• [Assignment]
Lines in the records below that contain the word "highway" must each be copied.

[Records from a data source]
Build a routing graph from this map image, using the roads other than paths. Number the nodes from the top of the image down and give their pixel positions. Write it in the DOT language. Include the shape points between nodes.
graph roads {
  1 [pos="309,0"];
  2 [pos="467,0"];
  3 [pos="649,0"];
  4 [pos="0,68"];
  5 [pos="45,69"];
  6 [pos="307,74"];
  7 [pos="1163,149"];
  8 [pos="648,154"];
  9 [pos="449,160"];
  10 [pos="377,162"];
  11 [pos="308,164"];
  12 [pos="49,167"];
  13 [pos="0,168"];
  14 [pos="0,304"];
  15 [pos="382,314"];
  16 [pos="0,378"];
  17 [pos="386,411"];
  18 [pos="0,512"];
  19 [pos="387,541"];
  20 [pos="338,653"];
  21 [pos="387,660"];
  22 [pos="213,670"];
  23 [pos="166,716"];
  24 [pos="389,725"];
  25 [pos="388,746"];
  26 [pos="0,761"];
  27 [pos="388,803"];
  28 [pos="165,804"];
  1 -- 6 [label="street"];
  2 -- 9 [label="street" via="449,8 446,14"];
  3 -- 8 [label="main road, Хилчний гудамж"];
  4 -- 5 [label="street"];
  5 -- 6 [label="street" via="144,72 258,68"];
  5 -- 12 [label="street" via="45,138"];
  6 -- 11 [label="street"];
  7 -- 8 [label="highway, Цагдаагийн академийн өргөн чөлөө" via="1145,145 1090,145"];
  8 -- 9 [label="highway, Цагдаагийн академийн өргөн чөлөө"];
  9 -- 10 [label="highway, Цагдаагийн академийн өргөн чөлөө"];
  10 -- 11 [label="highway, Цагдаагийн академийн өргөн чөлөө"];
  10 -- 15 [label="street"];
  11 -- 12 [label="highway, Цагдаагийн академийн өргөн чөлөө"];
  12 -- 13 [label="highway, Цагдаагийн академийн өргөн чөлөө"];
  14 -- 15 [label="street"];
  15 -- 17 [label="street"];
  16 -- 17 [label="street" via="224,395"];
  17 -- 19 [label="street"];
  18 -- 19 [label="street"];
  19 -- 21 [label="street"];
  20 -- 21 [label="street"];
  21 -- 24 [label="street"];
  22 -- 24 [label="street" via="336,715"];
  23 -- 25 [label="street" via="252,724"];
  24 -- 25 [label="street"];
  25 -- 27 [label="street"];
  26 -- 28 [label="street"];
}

• [Response below]
  7 -- 8 [label="highway, Цагдаагийн академийн өргөн чөлөө" via="1145,145 1090,145"];
  8 -- 9 [label="highway, Цагдаагийн академийн өргөн чөлөө"];
  9 -- 10 [label="highway, Цагдаагийн академийн өргөн чөлөө"];
  10 -- 11 [label="highway, Цагдаагийн академийн өргөн чөлөө"];
  11 -- 12 [label="highway, Цагдаагийн академийн өргөн чөлөө"];
  12 -- 13 [label="highway, Цагдаагийн академийн өргөн чөлөө"];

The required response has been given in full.